24 марта 1860 года, четверг
С 12 часов до 4-х на экзамене в Аудиторском училище. Я не мог туда не поехать по старым воспоминаниям, хотя все эти дни мне опять сильнее нездоровилось.
Уметь воздерживаться от некоторых мыслей столь же необходимо, как уметь воздерживаться от вредных снедей и напитков.
Меня неотступно преследует мысль о ничтожестве человеческом, пропитанная горечью и иронией. Мысль эта всегда была мне присуща, но во время моей болезни особенно развилась. Как бы ни было в ней много справедливого, ей, однако, следует положить предел, потому что и она такое же ничтожество, как и все прочее в человеке. Не надо отнимать силы у инстинктов жизни.

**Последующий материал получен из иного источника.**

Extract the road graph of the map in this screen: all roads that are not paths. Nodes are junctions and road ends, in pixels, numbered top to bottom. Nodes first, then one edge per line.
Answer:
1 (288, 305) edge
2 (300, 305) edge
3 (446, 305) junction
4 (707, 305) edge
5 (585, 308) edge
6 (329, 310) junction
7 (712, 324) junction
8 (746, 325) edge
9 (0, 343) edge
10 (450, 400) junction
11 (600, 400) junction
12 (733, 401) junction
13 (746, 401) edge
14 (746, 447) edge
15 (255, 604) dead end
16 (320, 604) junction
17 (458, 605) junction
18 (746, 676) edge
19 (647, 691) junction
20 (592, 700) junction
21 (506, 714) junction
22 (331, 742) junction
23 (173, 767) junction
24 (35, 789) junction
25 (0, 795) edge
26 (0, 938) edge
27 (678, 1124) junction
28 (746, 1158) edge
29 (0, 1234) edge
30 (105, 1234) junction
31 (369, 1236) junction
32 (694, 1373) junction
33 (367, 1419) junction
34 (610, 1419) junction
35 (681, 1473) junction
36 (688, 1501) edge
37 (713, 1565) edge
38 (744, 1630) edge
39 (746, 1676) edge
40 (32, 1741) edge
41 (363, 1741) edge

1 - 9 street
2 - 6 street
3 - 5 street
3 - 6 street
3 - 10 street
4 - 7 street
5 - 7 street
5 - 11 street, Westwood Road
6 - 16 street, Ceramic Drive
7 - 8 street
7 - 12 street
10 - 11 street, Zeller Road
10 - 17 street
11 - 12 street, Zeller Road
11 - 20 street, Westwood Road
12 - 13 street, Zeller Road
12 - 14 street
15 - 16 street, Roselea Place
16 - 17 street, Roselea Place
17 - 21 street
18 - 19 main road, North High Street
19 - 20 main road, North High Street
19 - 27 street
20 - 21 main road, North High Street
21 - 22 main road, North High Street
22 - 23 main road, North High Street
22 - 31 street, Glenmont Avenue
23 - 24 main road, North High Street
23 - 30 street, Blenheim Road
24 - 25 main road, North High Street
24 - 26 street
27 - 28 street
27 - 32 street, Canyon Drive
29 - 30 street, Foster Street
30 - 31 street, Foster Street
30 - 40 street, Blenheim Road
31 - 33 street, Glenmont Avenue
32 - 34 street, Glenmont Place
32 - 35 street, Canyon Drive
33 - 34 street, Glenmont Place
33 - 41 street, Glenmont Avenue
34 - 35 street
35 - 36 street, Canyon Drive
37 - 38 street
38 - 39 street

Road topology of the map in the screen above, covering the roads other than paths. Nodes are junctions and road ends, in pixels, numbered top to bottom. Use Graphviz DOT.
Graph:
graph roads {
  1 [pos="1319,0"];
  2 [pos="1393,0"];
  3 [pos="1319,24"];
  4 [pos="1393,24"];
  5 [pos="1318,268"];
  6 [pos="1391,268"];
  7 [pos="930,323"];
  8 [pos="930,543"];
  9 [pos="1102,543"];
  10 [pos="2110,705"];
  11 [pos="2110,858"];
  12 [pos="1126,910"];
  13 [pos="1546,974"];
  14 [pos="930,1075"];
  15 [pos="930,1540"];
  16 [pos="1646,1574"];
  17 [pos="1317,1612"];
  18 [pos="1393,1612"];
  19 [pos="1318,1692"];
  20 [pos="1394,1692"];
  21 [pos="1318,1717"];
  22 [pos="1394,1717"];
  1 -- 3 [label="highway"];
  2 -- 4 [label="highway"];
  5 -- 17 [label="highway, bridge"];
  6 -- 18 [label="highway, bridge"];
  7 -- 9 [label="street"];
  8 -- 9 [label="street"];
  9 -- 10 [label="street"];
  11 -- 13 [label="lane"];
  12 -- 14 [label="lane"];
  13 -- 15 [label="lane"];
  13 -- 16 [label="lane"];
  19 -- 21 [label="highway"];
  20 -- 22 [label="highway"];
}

Заседание в Главном управлении цензуры. Управление сегодня было решительно в свирепом расположении духа: оно присудило цензора Драшусова к увольнению от должности, а редактора "Светоча" Калиновского определило предать суду. Первый подвергся остракизму по докладу члена Тройницкого, который открыл многие его промахи в "Московском вестнике" и в "Развлечении". Граф Адлерберг, Тимашев и Пржецлавский, особенно последний, требовали, чтобы бедный Драшусов был формально отрешен. Но я, Муханов и министр воспротивились этому, и по нашему настоянию решено было по крайней мере отнестись к председателю Московского цензурного комитета, чтобы он посоветовал Драшусову подать просьбу об отставке. Я сильно поспорил с Пржецлавским: этот господин дышит ненавистью ко всякой мысли и вообще к печати, и он предлагал самые жесткие меры. Его поддерживал Тимашев. Я сказал ему: "Не думайте действовать террором. Ни правительственный, ни другой какой террор никогда не приводили к добру". Хуже всех Пржецлавский. Он, очевидно, добивается какого-то значения. А впрочем, черт его знает: он поляк и, может быть, хочет гадить и самому правительству, клоня его к предосудительной жесткости. После подвигов Огрызко все кажется возможным.